Understanding the Relationship between Soybean Cyst Nematode and Fusarium on Soybean

By Febina Mathew, Paul Okello, Jonathan Kleinjan, Shannon Osborne, Madhav Nepal, Adam Varenhorst, and Emmanuel Byamukama.

The soybean cyst nematode (SCN) is a major yield limiting factor in soybean production in South Dakota. Given SCN is a soil-borne pathogen, there are possibilities for the nematode to “interact” with other microorganisms that live in the soil. Interaction between organisms, in the ecological context, refers to “the interplay of organisms” in the environment they live. If the interactions are synergistic, a disease complex can develop. On soybean, the disease complex involving SCN and Fusarium, the fungus that causes sudden death syndrome and root rot, has gained a lot of attention in the recent past.

South Dakota State University conducted studies to investigate the interaction between SCN and Fusarium on soybean. Ten species of Fusarium were identified capable of causing root rot of soybean in South Dakota in a study funded by the South Dakota Soybean Research and Promotion Council (SDSRPC). Among the ten species of Fusarium, Fusarium proliferatum was the most aggressive and hence used to investigate the interaction between Fusarium and SCN in the greenhouse. The greenhouse study was set up using a SCN-susceptible cultivar and a SCN-resistant cultivar. Our results indicate that root rot severity caused by Fusarium proliferatum did not increase in the presence of SCN. In contrast, SCN reproduction was limited in the presence of Fusarium proliferatum.

Fig 1. Soybean plants of cv. Williams 82 (SCN susceptible) inoculated with SCN and Fusarium proliferatum.

The findings from the greenhouse study were tested under field conditions at the South Dakota State University’s Southeast Research Station in Beresford. Two commercial soybean varieties — SCN susceptible and SCN resistant — were planted into a conventionally tilled field with a history of SCN. At harvest, soybean yield was collected from the center two rows of each plot in the field trial using a plot combine. We observed that while the presence of SCN is not necessary for infection of soybean by Fusarium proliferatum, root rot severity was higher in plots infested with both pathogens compared to when only SCN was present. Additionally, it was determined that the SCN resistant variety provided higher yield (an increase of 25 bushels per acre) as compared to the SCN susceptible variety in the presence of both SCN and Fusarium. The field trial for the Fusarium-SCN interaction study will be repeated in 2017 and 2018.

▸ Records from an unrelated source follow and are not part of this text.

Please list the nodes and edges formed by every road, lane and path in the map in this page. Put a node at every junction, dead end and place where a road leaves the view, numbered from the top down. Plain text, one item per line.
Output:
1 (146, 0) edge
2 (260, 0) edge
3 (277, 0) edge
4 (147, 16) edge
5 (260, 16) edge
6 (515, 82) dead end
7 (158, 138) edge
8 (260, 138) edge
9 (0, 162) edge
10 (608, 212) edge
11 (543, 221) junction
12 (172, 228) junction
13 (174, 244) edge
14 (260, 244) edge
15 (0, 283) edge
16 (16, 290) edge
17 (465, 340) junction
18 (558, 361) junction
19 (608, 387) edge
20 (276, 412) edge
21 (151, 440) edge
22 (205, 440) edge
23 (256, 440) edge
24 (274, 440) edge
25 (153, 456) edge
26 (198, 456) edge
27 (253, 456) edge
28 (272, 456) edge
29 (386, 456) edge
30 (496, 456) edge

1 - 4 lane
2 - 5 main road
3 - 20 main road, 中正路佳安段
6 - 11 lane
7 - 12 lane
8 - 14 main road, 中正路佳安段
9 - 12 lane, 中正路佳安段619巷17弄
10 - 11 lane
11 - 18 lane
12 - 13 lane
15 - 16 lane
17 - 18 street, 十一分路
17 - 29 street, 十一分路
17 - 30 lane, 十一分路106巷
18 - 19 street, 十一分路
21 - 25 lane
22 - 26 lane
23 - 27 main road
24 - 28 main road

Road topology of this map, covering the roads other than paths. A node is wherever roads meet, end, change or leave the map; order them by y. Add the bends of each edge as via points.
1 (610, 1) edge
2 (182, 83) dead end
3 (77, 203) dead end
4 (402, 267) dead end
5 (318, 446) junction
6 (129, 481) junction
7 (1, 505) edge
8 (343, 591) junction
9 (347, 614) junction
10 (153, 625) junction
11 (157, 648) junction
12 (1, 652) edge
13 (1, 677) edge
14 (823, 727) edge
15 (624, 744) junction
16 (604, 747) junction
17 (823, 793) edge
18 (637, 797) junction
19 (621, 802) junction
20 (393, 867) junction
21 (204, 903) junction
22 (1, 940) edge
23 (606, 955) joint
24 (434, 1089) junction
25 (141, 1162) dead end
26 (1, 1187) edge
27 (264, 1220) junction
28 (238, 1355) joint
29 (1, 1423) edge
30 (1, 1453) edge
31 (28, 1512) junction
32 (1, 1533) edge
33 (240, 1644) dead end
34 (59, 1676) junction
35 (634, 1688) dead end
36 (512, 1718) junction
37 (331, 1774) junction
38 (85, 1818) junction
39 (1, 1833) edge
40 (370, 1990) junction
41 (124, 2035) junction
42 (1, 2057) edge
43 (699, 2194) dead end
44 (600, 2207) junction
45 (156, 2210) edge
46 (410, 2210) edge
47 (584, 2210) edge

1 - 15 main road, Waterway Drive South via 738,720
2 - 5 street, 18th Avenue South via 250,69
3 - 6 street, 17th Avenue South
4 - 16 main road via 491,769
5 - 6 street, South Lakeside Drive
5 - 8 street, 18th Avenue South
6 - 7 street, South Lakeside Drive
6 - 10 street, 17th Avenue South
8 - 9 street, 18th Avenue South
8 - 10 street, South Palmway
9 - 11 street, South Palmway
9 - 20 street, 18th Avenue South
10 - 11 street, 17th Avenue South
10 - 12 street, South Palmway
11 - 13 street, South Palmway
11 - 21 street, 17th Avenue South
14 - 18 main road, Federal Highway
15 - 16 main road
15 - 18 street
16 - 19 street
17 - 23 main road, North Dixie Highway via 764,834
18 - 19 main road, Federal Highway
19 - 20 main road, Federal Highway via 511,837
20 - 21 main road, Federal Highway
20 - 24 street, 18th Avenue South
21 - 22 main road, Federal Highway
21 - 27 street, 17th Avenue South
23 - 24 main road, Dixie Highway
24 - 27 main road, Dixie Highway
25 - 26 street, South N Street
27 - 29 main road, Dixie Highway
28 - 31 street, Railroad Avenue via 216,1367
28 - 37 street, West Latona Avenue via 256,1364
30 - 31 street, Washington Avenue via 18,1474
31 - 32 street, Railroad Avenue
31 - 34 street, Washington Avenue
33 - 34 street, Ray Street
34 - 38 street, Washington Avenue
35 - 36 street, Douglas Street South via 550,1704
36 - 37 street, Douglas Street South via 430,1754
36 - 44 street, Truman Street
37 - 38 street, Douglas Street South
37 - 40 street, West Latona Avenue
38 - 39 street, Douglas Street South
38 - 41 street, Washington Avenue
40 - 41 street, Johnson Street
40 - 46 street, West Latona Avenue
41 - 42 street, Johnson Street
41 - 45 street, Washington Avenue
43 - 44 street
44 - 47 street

Fig 2. Soybean plants of cv. Williams 82 (SCN susceptible) inoculated with SCN only (picture left) and SCN-Fusarium proliferatum (picture right) in the greenhouse.

At present, SCN has been confirmed in 29 soybean producing counties of South Dakota based on a survey study funded by SDSRPC. In many of these fields, Fusarium is present. Generally, the interaction between SCN and Fusarium can vary over fungus species and cultivars as indicated in the research literature. However, a major concern with the interaction of SCN and Fusarium on soybean is yield loss. Individually, both the pathogens cause substantial yield loss. For example, the estimated losses caused by SCN and Fusarium in the United States in 2014 were 125.2 million bushels ($1 billion) and 4.3 million bushels ($47 million) respectively. It is necessary to manage the Fusarium-SCN disease complex. And the best way to do so is by preventing the complex from occurring. While Fusarium diseases can be managed by using fungicide seed treatments, SCN is more problematic. Once present in the field, SCN can never be eradicated. Conversely, SCN numbers can be managed by adopting proper management strategies.

1) Monitor SCN numbers- Periodically test SCN by collecting soil samples from the field and submitting them to the SDSU Plant Diagnostic Clinic. SCN testing is free to the grower and is sponsored by SDSRPC.

2) Use resistant soybean cultivars – Our interaction study in the field reinforces the use of resistant soybean cultivars to manage SCN in a profitable way. However, repeated use of the same resistant cultivar in the same field can cause SCN to adapt to the cultivar. To reduce the possibility of SCN adapting to the resistant cultivar, use soybean varieties with different sources of SCN resistance (“PI88788” or “Peking”).

3) Rotate Crops – Rotating SCN-resistant soybean varieties with non-host crops (e.g. corn, alfalfa, wheat) is recommended.

4) Management of stress factors in the field – Managing weeds (e.g. pennycress, henbit), water and soil fertility will limit SCN damage in fields.

The authors thank the South Dakota Soybean Research and Promotion Council for funding the Fusarium-SCN interaction study as part of the project titled ‟Association of soybean cyst nematode with biotic stress factors (Fusarium and soybean aphid) and management”.